Communities across Canada vie for WestJet regional service

The carrier is adding more planes, and regional routes, to its successful schedule
Aaron Hutchins
Come fly to us—please

For one day last month, more than 42,000 Canadians lived in WestJetville. When the clock struck midnight to begin June 29, they were all back in Penticton, B.C., but they got their point across with the name-change stunt announced by Penticton’s mayor. They want WestJet to start flying out of their city—and they aren’t the only ones. Across the country recently, small communities have come together with flash mobs, petitions with more than 10,000 signatures, and earnest videos in an effort to convince the airline to expand to their cities when it rolls out regional service across the country, beginning in the second half of 2013.
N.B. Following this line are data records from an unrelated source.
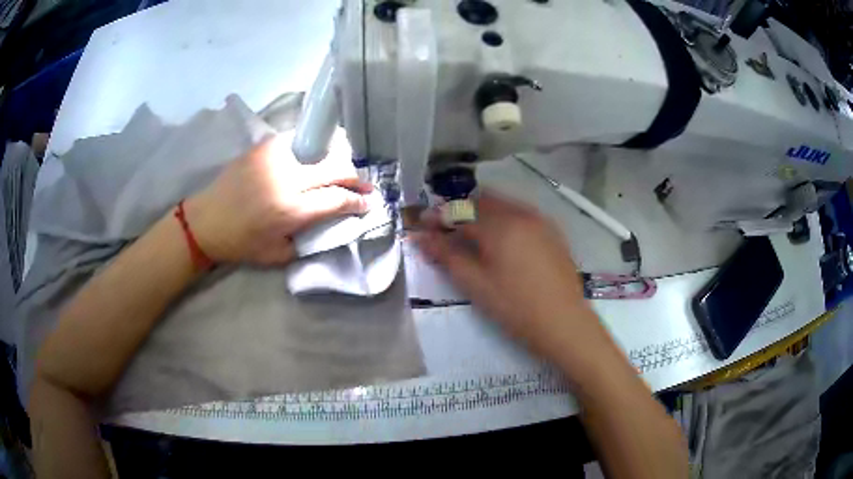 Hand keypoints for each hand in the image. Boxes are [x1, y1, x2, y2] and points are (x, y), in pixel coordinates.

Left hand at [185, 135, 371, 265]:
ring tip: (339, 171)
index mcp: (291, 210)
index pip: (337, 199)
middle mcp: (287, 179)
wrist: (206, 221)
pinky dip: (309, 151)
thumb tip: (330, 225)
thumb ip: (308, 241)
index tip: (368, 203)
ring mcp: (275, 158)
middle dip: (355, 177)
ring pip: (319, 150)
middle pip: (335, 168)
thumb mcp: (277, 255)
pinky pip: (296, 143)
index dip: (358, 201)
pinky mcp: (263, 147)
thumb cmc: (241, 243)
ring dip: (334, 161)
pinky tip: (310, 159)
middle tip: (364, 184)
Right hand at [415, 192, 599, 355]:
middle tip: (446, 230)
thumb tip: (420, 236)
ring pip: (504, 205)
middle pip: (482, 200)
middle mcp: (521, 214)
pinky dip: (504, 219)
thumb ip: (446, 255)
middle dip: (461, 210)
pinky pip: (522, 214)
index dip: (438, 216)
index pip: (460, 211)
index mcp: (500, 225)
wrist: (563, 322)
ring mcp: (541, 221)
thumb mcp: (475, 284)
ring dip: (482, 212)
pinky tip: (502, 242)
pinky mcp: (553, 232)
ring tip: (471, 235)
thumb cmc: (515, 307)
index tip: (422, 224) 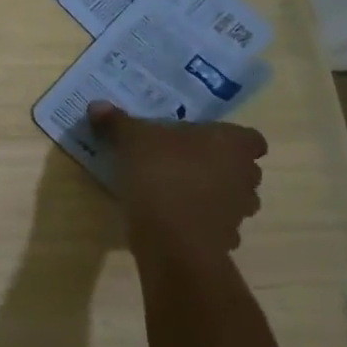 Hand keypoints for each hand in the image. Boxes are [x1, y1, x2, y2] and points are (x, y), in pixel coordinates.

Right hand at [88, 102, 266, 269]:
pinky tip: (172, 220)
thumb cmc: (162, 174)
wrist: (172, 238)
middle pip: (241, 168)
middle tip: (184, 162)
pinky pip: (215, 226)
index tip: (202, 140)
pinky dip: (199, 223)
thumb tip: (97, 105)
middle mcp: (245, 176)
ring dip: (211, 196)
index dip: (230, 139)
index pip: (250, 139)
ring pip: (231, 198)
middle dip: (218, 167)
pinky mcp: (225, 241)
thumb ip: (118, 123)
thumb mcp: (132, 140)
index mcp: (233, 145)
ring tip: (177, 192)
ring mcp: (239, 212) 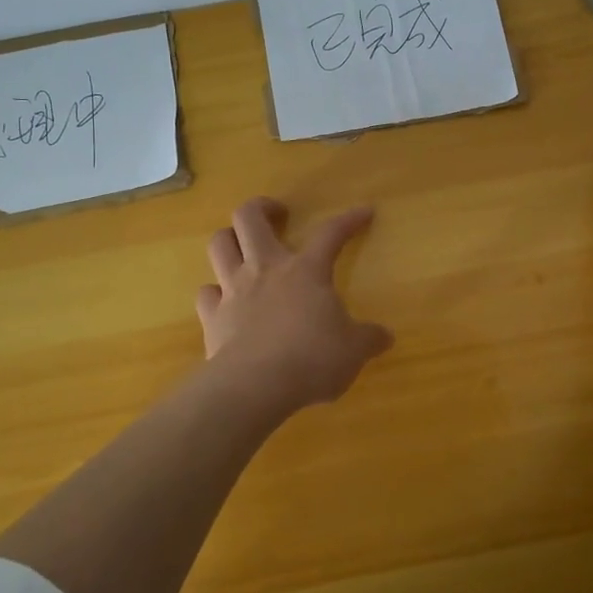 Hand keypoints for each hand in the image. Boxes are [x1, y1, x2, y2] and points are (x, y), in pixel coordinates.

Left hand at [196, 197, 394, 412]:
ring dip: (229, 238)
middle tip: (277, 213)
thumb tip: (385, 337)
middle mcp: (265, 269)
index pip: (331, 233)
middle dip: (262, 207)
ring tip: (242, 246)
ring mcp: (233, 290)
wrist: (256, 386)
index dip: (349, 220)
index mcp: (306, 271)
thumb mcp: (353, 351)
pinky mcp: (212, 317)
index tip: (364, 212)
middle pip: (249, 217)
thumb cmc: (312, 359)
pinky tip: (224, 300)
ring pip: (220, 244)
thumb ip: (369, 339)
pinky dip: (214, 292)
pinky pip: (207, 293) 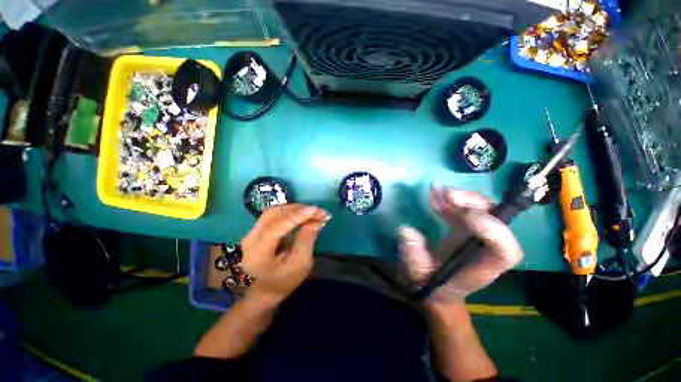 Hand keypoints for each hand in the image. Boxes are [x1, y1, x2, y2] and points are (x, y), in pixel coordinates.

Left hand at [241, 204, 329, 302]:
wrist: (264, 291)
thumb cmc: (284, 281)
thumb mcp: (300, 264)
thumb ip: (307, 240)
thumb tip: (316, 220)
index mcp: (258, 253)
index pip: (275, 227)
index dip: (296, 216)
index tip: (316, 210)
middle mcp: (250, 238)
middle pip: (273, 214)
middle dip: (298, 210)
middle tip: (318, 212)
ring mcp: (252, 232)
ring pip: (274, 211)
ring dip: (295, 209)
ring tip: (312, 212)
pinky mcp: (257, 229)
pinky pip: (274, 215)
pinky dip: (290, 212)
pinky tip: (302, 214)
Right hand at [398, 186, 522, 302]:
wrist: (432, 284)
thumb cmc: (428, 284)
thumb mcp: (416, 274)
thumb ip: (413, 255)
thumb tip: (405, 230)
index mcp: (481, 266)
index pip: (505, 251)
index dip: (495, 231)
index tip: (467, 215)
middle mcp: (484, 247)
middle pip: (496, 221)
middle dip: (474, 204)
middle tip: (448, 195)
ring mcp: (475, 234)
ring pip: (481, 209)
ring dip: (460, 197)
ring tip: (436, 190)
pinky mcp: (464, 226)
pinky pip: (462, 207)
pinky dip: (448, 198)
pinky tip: (433, 193) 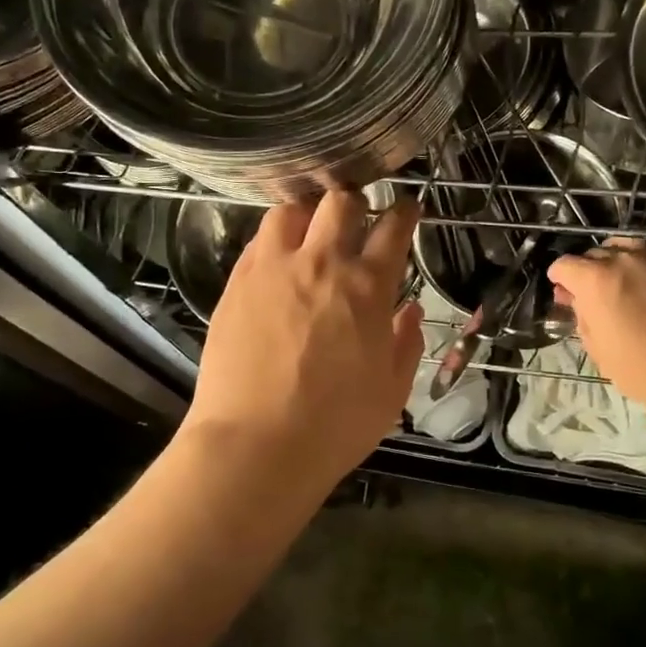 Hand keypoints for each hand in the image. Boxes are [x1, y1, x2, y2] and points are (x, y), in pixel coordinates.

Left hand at [183, 191, 423, 490]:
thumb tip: (408, 310)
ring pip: (291, 209)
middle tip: (357, 219)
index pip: (393, 227)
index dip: (404, 211)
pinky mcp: (237, 282)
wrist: (255, 444)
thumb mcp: (392, 391)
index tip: (407, 209)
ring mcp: (273, 268)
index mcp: (367, 287)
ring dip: (309, 212)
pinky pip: (259, 240)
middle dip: (355, 202)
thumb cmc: (335, 425)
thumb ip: (407, 343)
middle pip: (340, 201)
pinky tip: (278, 259)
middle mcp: (321, 263)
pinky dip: (276, 239)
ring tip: (311, 230)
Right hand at [548, 240, 645, 411]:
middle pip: (594, 254)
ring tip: (626, 284)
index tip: (564, 292)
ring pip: (626, 247)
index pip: (564, 265)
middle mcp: (623, 258)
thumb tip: (578, 300)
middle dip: (589, 271)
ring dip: (619, 262)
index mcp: (594, 279)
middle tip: (595, 294)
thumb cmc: (640, 367)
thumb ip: (581, 315)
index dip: (560, 279)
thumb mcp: (596, 346) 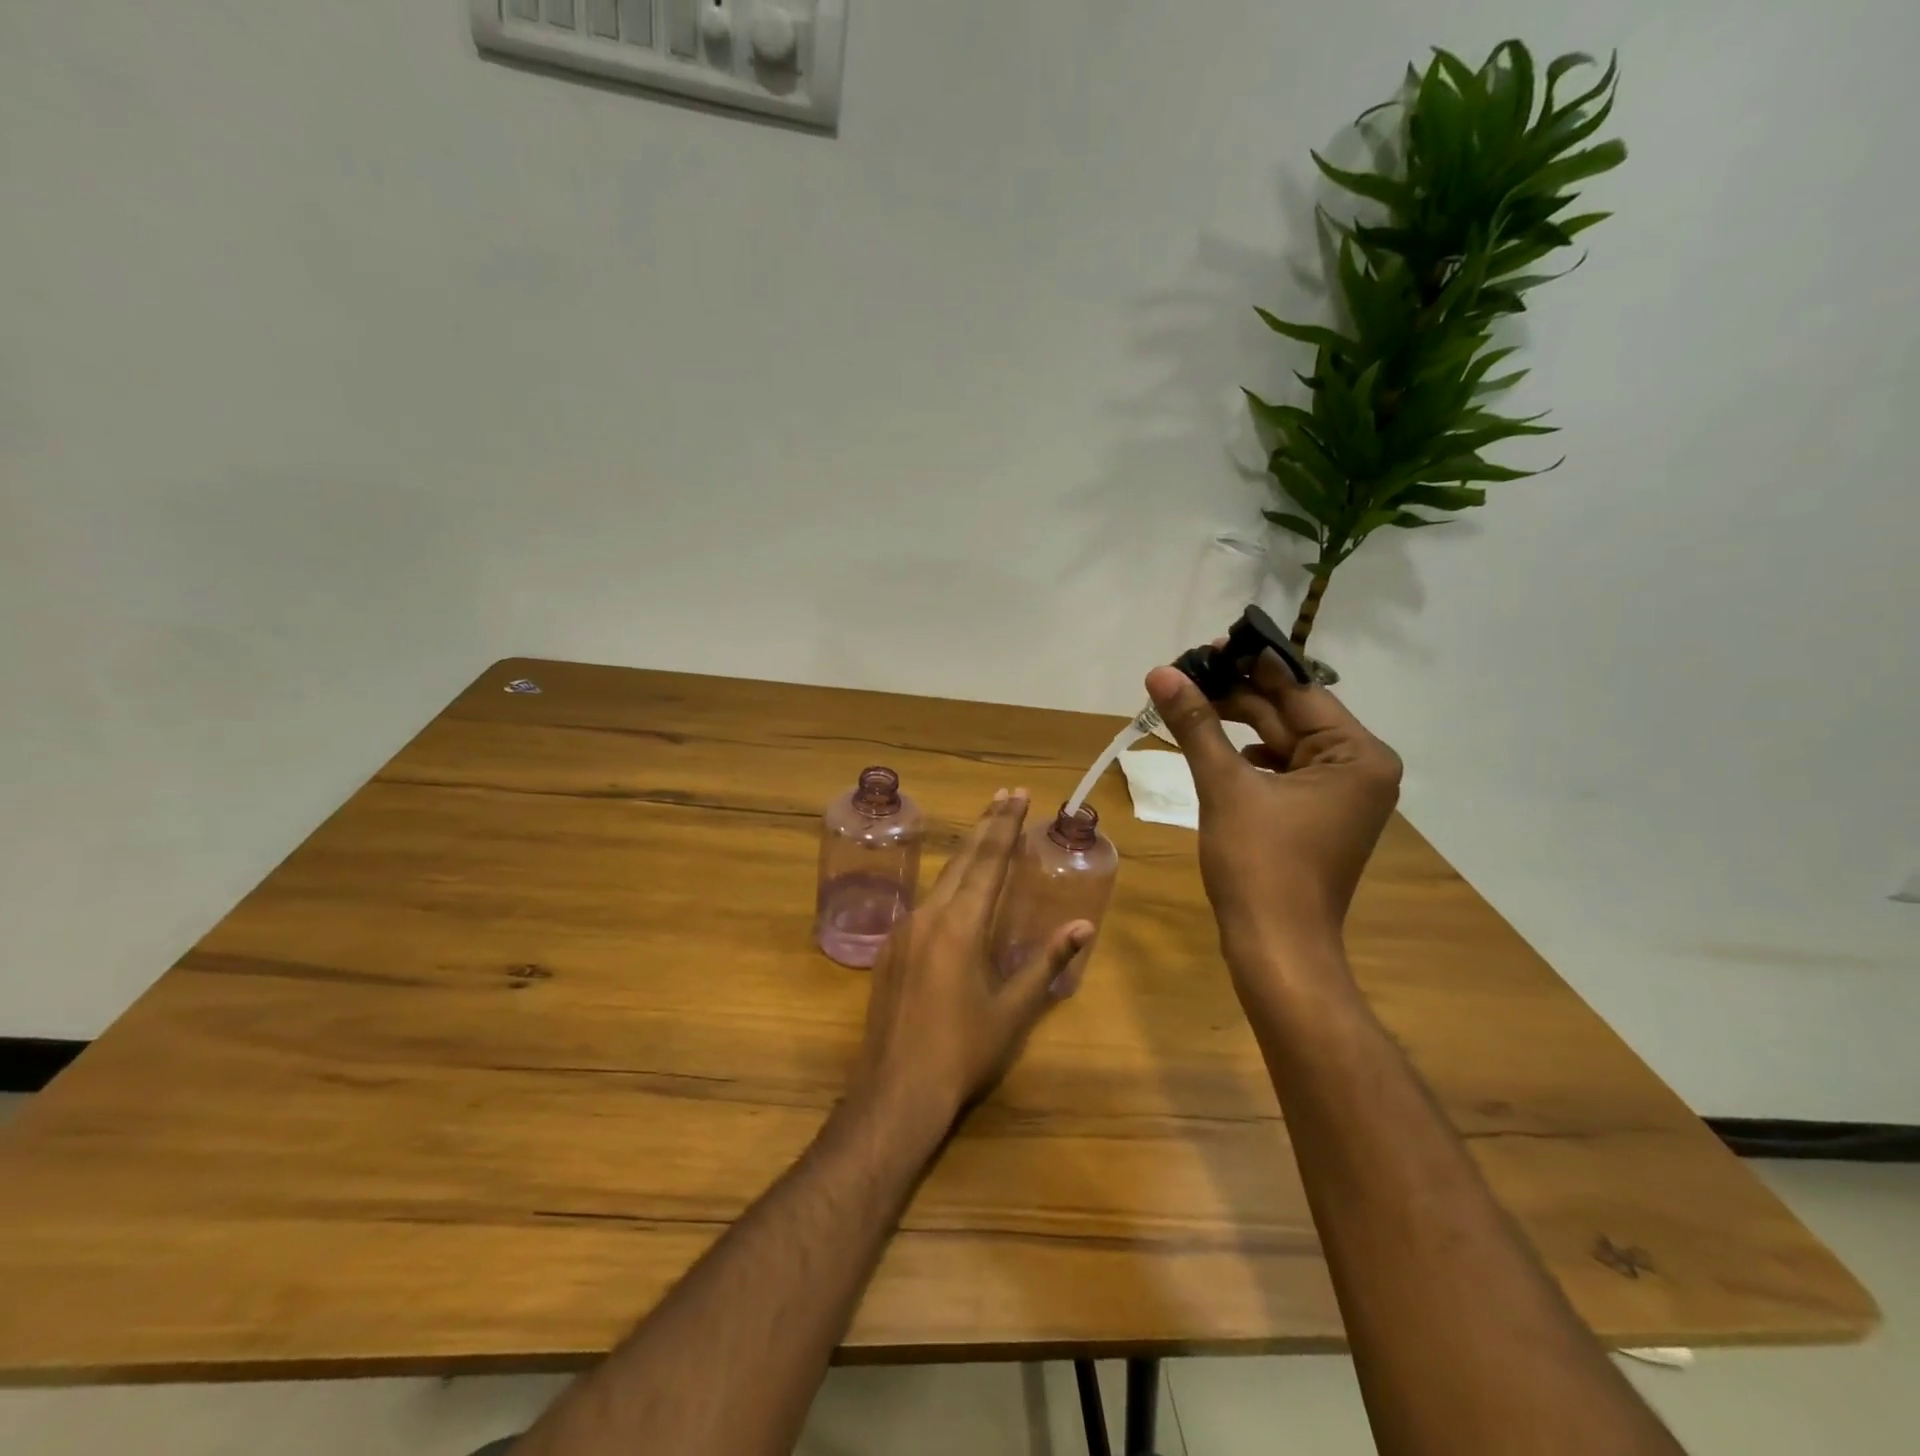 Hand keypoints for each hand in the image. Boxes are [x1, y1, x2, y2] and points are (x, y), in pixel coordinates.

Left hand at [852, 789, 1091, 1126]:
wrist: (896, 1090)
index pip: (989, 861)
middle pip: (963, 859)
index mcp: (961, 926)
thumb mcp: (1013, 1010)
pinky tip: (955, 888)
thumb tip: (1082, 926)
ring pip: (941, 878)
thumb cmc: (963, 1051)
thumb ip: (1046, 962)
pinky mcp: (891, 948)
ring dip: (966, 852)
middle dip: (986, 826)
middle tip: (1004, 796)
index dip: (1006, 826)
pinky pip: (925, 902)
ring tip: (985, 830)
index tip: (1018, 796)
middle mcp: (929, 916)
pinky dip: (948, 883)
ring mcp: (905, 930)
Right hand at [1145, 651, 1401, 972]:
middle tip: (1182, 674)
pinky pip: (1279, 769)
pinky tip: (1211, 746)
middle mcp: (1359, 767)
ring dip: (1234, 724)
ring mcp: (1338, 794)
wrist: (1276, 949)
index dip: (1249, 664)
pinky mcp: (1315, 814)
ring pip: (1280, 742)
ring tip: (1187, 703)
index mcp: (1357, 754)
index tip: (1205, 644)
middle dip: (1236, 695)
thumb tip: (1161, 672)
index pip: (1299, 689)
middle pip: (1289, 714)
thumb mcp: (1225, 786)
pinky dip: (1244, 756)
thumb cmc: (1259, 865)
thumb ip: (1196, 724) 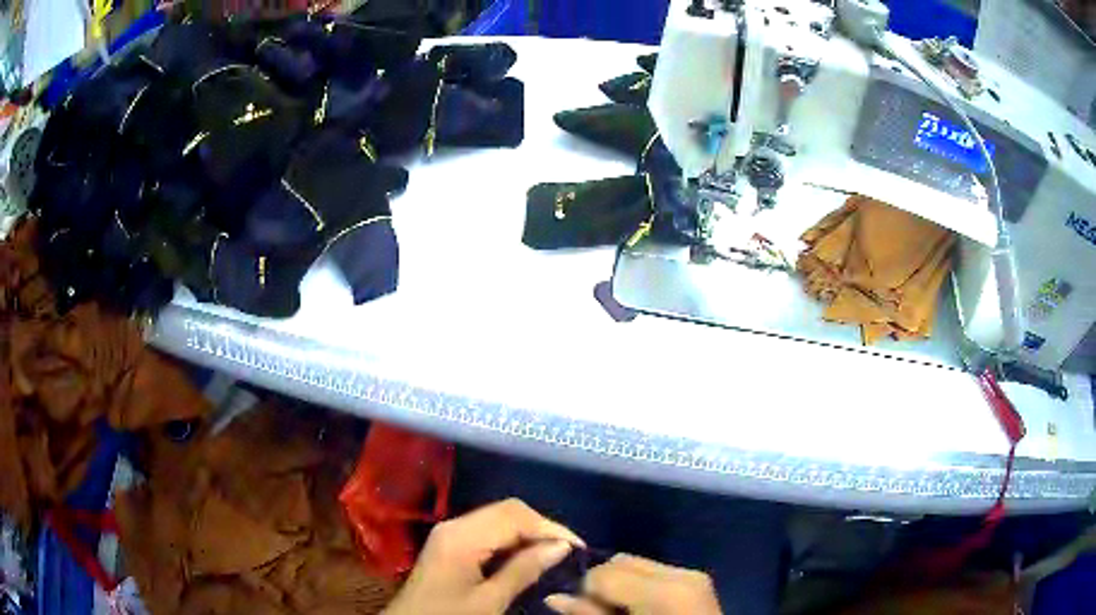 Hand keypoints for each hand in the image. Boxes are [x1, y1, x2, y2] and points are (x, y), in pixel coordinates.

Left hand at [383, 499, 583, 614]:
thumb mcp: (490, 601)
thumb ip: (524, 570)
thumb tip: (562, 546)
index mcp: (461, 536)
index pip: (514, 515)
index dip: (551, 527)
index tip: (579, 548)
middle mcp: (455, 525)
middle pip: (507, 512)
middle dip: (541, 528)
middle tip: (569, 552)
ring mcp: (450, 534)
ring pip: (499, 520)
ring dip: (528, 534)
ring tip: (555, 555)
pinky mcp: (450, 545)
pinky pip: (488, 532)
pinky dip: (512, 541)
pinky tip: (528, 558)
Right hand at [544, 554, 721, 614]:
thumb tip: (554, 597)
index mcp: (664, 592)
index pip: (603, 573)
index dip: (587, 592)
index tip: (586, 612)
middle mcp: (681, 574)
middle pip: (619, 561)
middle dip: (602, 583)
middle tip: (601, 611)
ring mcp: (693, 574)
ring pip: (636, 563)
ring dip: (620, 582)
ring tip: (621, 609)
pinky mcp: (697, 579)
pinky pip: (655, 571)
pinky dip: (639, 585)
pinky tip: (641, 607) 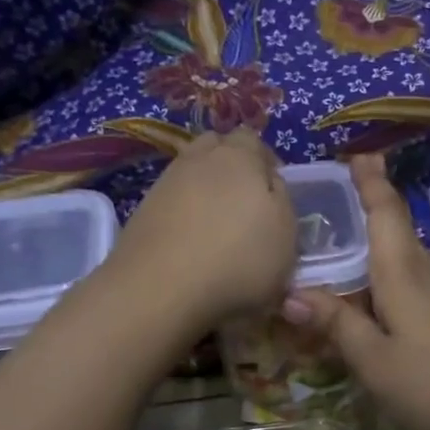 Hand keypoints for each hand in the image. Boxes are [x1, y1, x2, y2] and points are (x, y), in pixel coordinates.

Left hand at [110, 130, 297, 338]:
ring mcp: (166, 182)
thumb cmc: (238, 261)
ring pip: (192, 171)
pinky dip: (184, 212)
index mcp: (240, 156)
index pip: (253, 140)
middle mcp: (199, 159)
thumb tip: (270, 183)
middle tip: (245, 202)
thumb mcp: (286, 235)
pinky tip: (191, 242)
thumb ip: (282, 201)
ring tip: (217, 225)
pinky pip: (172, 199)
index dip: (265, 161)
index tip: (273, 192)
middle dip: (232, 166)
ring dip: (206, 190)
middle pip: (217, 148)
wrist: (160, 288)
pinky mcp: (143, 209)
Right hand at [284, 154, 429, 429]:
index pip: (385, 213)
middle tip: (335, 202)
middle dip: (370, 211)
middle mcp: (426, 276)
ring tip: (343, 255)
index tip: (359, 152)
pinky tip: (376, 306)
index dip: (371, 181)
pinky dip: (389, 285)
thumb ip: (337, 325)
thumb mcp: (375, 361)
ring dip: (376, 252)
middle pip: (396, 233)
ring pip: (404, 264)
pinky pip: (414, 290)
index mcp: (402, 275)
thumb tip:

WestJet has announced it will add 20 Bombardier Q400s to its fleet next year, with an option for purchasing an extra 25 of the turboprop planes designed for short-haul flights. Not all of the 78-passenger planes will be designated for new routes to smaller cities. The Q400s will also be used to connect major cities where the airline currently flies its Boeing 737s, but doesn’t offer direct links. For example, flying WestJet from Saskatoon to Winnipeg today would require backtracking through Calgary. A direct route on a smaller plane would shorten travel times and open more seats on busier medium-haul flights. The company also plans to adjust the frequency of some existing flights that require fewer seats.

Divvying up the relatively small number of new planes means most of the hopeful cities will remain without WestJet service for the foreseeable future. “For a large country, 45 aircraft, when you start to sprinkle it around, is not a lot,” say Robert Kokonis, president of AirTrav Inc., an aviation consulting firm. But WestJet sees this move as a logical, albeit cautious, expansion. “We think that it’s important to go small first in order to bring traffic into our network,” says company spokesperson Robert Palmer. Another key part of the strategy is giving partner airlines (foreign and U.S. carriers that have lucrative code-sharing agreements with WestJet) “better depth and access to the Canadian market,” adds Kokonis.

There are still risks. Air Canada Jazz and upstart Porter Airlines, which operates mostly in Eastern Canada, already occupy a small market for regional carriers. And the track record for regional airlines is not great. Porter, a private company, said it was profitable last year for the first time since 2007. BA CityFlyer, a subsidiary of British Airways, also struggled to make a profit in its first few years.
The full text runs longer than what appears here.